- Born: 8 October 1959 (age 66) Beaumont, Texas, U.S.
- Occupations: journalist, television personality
- Notable credit(s): Reporter for ABC News and Reporter/Anchor for WABC-TV in New York City (1998 - present)

= Sandra Bookman =

American journalist

Sandra Bookman (born October 8, 1959 in Beaumont, Texas) is an American television news reporter and anchor. She is currently a reporter and anchor at WABC-TV in New York City.

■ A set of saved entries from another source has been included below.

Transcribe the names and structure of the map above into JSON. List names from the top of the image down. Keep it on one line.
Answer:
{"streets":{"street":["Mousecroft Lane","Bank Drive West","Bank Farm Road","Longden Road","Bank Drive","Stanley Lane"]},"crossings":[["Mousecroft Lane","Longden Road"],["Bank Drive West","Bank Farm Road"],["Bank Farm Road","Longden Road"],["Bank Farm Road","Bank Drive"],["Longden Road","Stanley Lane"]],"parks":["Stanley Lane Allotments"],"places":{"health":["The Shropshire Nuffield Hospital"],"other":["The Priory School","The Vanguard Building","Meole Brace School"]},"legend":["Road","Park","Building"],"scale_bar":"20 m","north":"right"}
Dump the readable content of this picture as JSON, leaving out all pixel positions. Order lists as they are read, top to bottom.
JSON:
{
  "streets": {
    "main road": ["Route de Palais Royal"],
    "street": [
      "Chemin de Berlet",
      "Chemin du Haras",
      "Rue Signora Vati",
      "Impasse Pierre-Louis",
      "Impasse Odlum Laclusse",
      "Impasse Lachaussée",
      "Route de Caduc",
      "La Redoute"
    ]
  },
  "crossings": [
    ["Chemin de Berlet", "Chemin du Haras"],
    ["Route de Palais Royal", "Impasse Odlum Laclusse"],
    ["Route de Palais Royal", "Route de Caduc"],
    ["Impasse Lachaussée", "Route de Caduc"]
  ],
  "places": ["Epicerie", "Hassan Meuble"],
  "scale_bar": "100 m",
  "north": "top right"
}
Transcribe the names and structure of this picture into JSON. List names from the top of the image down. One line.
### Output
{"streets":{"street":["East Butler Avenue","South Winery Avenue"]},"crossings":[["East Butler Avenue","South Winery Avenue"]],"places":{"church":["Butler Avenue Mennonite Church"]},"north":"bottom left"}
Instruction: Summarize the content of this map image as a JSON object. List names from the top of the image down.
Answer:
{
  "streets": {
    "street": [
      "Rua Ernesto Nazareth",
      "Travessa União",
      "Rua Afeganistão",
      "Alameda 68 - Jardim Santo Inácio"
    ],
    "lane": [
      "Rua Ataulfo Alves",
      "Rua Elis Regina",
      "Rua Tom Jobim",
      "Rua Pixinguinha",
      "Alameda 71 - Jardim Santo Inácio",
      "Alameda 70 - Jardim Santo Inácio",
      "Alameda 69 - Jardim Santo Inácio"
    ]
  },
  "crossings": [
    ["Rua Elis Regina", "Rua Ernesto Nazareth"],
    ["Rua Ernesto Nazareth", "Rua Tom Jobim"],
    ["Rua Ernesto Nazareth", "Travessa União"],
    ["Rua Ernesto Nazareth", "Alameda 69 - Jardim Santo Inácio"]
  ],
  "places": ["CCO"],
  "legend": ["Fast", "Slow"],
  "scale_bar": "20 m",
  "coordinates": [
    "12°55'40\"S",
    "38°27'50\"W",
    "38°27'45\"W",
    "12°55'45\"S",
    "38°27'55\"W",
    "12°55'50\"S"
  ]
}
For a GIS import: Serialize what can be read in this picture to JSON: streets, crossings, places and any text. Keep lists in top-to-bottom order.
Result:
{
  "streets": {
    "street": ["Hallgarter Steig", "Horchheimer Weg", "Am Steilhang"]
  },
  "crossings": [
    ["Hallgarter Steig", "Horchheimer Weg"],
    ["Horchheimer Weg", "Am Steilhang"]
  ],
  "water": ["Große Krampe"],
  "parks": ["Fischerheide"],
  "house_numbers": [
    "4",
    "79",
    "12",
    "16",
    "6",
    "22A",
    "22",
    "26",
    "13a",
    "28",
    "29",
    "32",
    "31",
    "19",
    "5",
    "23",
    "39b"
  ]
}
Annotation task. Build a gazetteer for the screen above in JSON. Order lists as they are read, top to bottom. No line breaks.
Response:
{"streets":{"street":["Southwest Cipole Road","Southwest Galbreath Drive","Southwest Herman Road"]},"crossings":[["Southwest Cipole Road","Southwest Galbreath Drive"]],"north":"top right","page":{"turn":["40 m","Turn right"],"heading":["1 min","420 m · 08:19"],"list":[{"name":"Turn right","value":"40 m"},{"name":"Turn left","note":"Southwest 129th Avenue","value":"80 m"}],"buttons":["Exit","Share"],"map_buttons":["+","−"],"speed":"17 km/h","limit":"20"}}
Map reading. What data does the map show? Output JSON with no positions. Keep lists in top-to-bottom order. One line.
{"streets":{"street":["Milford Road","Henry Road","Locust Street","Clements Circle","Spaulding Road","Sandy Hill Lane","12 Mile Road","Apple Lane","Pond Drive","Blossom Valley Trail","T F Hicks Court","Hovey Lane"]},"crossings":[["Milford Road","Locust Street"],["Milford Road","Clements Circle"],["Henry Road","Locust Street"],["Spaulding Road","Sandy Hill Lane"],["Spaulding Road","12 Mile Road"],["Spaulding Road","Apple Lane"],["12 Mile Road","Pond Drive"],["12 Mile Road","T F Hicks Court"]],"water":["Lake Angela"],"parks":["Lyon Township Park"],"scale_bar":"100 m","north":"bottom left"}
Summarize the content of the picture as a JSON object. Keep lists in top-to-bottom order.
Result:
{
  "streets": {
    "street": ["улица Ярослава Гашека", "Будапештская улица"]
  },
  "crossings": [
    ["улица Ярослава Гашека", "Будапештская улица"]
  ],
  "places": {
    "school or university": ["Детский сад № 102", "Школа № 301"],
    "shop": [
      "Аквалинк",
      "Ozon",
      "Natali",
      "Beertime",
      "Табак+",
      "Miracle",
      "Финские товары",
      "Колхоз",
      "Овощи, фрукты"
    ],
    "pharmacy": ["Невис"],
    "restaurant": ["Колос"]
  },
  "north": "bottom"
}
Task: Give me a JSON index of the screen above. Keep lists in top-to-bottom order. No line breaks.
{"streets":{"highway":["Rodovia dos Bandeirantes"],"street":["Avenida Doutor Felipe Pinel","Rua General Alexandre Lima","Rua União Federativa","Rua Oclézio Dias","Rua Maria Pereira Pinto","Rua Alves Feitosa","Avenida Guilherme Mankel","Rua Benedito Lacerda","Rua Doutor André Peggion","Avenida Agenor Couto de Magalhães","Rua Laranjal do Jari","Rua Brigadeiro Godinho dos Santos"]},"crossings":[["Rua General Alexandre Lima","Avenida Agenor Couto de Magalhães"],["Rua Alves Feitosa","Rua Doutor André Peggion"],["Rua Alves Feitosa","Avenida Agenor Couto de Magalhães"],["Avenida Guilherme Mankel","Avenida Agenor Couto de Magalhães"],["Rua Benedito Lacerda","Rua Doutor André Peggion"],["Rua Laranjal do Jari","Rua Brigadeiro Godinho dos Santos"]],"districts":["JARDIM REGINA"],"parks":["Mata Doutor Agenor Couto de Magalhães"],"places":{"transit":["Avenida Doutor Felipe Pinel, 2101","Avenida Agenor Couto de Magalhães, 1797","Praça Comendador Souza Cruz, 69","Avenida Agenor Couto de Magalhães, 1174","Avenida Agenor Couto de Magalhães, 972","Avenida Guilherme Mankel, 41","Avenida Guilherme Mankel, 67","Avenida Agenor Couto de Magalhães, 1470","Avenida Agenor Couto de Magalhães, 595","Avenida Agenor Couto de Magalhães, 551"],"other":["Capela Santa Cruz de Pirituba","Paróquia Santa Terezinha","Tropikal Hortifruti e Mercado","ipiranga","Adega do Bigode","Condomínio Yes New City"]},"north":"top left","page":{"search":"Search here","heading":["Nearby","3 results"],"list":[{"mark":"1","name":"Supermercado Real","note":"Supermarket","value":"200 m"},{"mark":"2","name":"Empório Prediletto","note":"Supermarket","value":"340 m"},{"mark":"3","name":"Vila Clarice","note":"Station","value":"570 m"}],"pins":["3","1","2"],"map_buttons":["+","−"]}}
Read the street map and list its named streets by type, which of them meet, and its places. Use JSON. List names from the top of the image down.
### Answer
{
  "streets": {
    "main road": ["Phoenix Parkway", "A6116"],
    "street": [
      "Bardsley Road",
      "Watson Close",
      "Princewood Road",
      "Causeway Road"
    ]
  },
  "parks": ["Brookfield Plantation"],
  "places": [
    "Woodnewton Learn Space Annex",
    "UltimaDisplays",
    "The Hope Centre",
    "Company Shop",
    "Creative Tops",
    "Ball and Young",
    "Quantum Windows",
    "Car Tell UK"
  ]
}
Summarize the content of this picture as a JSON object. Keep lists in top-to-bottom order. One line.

As of 2024, she co-anchors the noon weekday editions of Eyewitness News; she previously co-anchored the 5 p.m., 6 p.m. and 11 p.m. weekend editions of Eyewitness News.

She joined the station in 1998 from WSB-TV in Atlanta, Georgia where she worked as weekend anchor and reporter from 1989 to 1998. She was previously weekend anchor at both Raleigh, North Carolina's WRAL-TV and in Beaumont, Texas' KFDM.

She has won three Emmy Awards for her reporting including Olympic Coverage and the aftermath of Valuejet Airlines Crash in the Everglades.

Bookman was an Olympic Reporter for ABC News for seven years and was the only Atlanta based reporter to cover the games from Atlanta before the bid and until the Olympic bombing in 1996. She also covered the 1992 Olympic games in Barcelona, Spain.

Bookman reported on the events of 9-11 for WABC.

She graduated from University of Texas with a B.A. in journalism and currently lives in Manhattan.

In 2019, Bookman hosted a fundraiser for the 40th anniversary of the Boys and Girls Club of Harlem.

In 2024, Bookman was honored by the Native American organization Drums Along the Mohawk, for her "multicultural" work.